**WHAT TO WORK ON:**
Select from the records below every line that has the word "lane" in it.

Stored data
▶
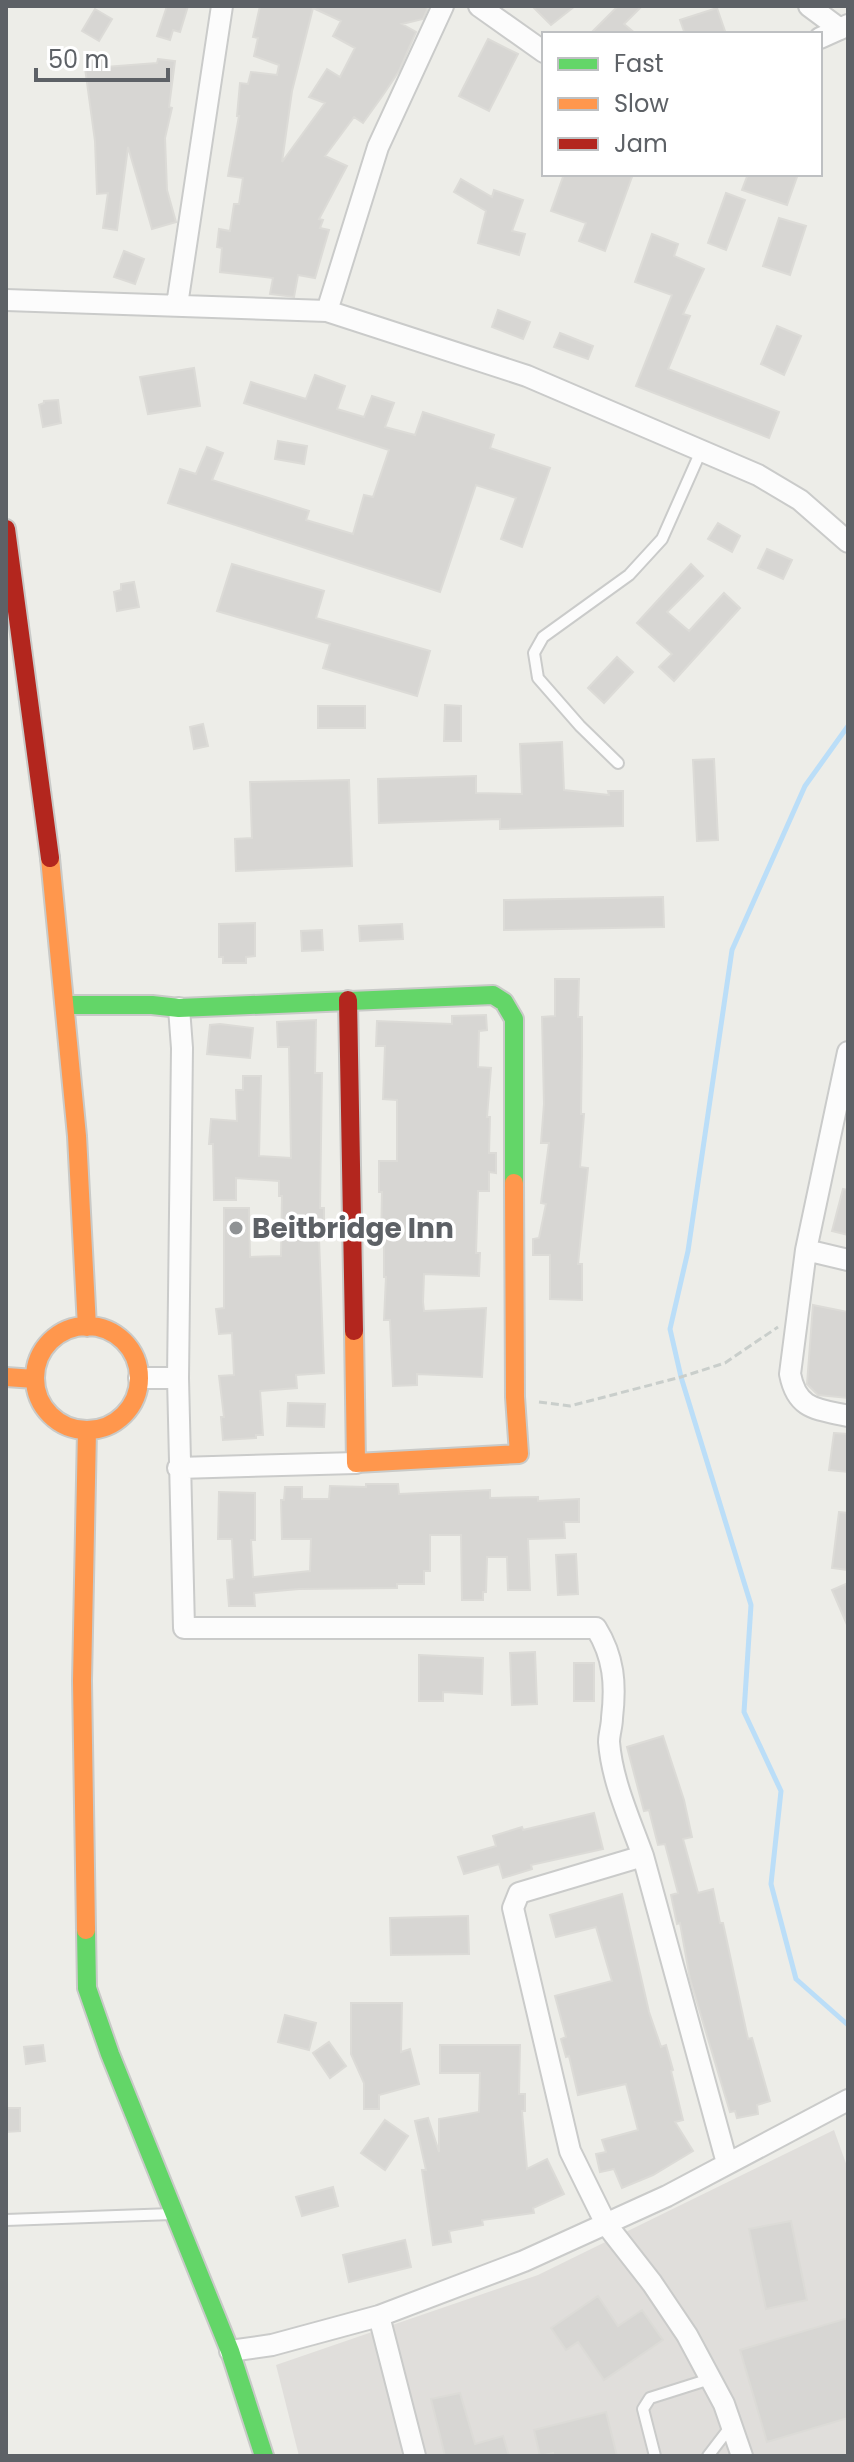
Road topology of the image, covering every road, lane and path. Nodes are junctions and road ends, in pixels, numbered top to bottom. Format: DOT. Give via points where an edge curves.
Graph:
graph roads {
  1 [pos="222,6"];
  2 [pos="443,6"];
  3 [pos="479,6"];
  4 [pos="809,6"];
  5 [pos="844,27"];
  6 [pos="822,37"];
  7 [pos="542,51"];
  8 [pos="6,300"];
  9 [pos="177,305"];
  10 [pos="327,311"];
  11 [pos="701,451"];
  12 [pos="6,529"];
  13 [pos="848,542"];
  14 [pos="618,763"];
  15 [pos="348,1000"];
  16 [pos="67,1005"];
  17 [pos="179,1008"];
  18 [pos="848,1052"];
  19 [pos="806,1250"];
  20 [pos="848,1260"];
  21 [pos="798,1314"];
  22 [pos="87,1327"];
  23 [pos="6,1377"];
  24 [pos="139,1378"];
  25 [pos="178,1378"];
  26 [pos="35,1379"];
  27 [pos="515,1397"];
  28 [pos="848,1416"];
  29 [pos="87,1430"];
  30 [pos="356,1463"];
  31 [pos="178,1468"];
  32 [pos="643,1856"];
  33 [pos="848,2100"];
  34 [pos="727,2163"];
  35 [pos="175,2214"];
  36 [pos="6,2220"];
  37 [pos="606,2224"];
  38 [pos="379,2316"];
  39 [pos="230,2351"];
  40 [pos="710,2379"];
  41 [pos="732,2426"];
  42 [pos="264,2456"];
  43 [pos="415,2456"];
  44 [pos="655,2456"];
  45 [pos="708,2456"];
  46 [pos="742,2456"];
  1 -- 9 [label="street"];
  2 -- 10 [label="street" via="378,147"];
  3 -- 7 [label="street"];
  4 -- 5 [label="street"];
  5 -- 6 [label="street"];
  8 -- 9 [label="street"];
  9 -- 10 [label="street"];
  10 -- 11 [label="street" via="527,376"];
  11 -- 13 [label="street" via="800,500"];
  11 -- 14 [label="lane" via="662,539 629,575 543,637 534,653 538,678"];
  12 -- 16 [label="street"];
  15 -- 17 [label="street"];
  15 -- 27 [label="street" via="493,995 514,1019"];
  15 -- 30 [label="street"];
  16 -- 17 [label="street"];
  16 -- 22 [label="street" via="86,1246"];
  17 -- 25 [label="street"];
  18 -- 19 [label="street"];
  19 -- 20 [label="street"];
  19 -- 21 [label="street"];
  21 -- 27 [label="path" via="738,1356 681,1377 570,1406"];
  21 -- 28 [label="street" via="793,1389 813,1409"];
  22 -- 24 [label="street" via="109,1332 127,1346"];
  22 -- 26 [label="street" via="64,1332 46,1346"];
  23 -- 26 [label="street"];
  24 -- 25 [label="street"];
  24 -- 29 [label="street" via="134,1401 119,1419"];
  25 -- 31 [label="street"];
  26 -- 29 [label="street" via="40,1401 54,1419"];
  27 -- 30 [label="street" via="519,1454"];
  29 -- 35 [label="street" via="82,1681 87,1988"];
  30 -- 31 [label="street"];
  31 -- 32 [label="street" via="184,1628 596,1628 613,1669 609,1741 615,1771"];
  32 -- 34 [label="street"];
  32 -- 37 [label="street" via="524,1890 513,1908 570,2151"];
  33 -- 34 [label="street"];
  34 -- 37 [label="street"];
  35 -- 36 [label="lane"];
  35 -- 39 [label="street"];
  37 -- 38 [label="street"];
  37 -- 40 [label="street" via="661,2296"];
  38 -- 39 [label="street"];
  38 -- 43 [label="street"];
  39 -- 42 [label="street"];
  40 -- 41 [label="street"];
  40 -- 44 [label="lane" via="645,2403"];
  41 -- 45 [label="lane"];
  41 -- 46 [label="street"];
}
◀
**THE ANSWER:**
Road topology of the image, covering every road, lane and path. Nodes are junctions and road ends, in pixels, numbered top to bottom. Format: DOT. Give via points where an edge curves.
  11 -- 14 [label="lane" via="662,539 629,575 543,637 534,653 538,678"];
  35 -- 36 [label="lane"];
  40 -- 44 [label="lane" via="645,2403"];
  41 -- 45 [label="lane"];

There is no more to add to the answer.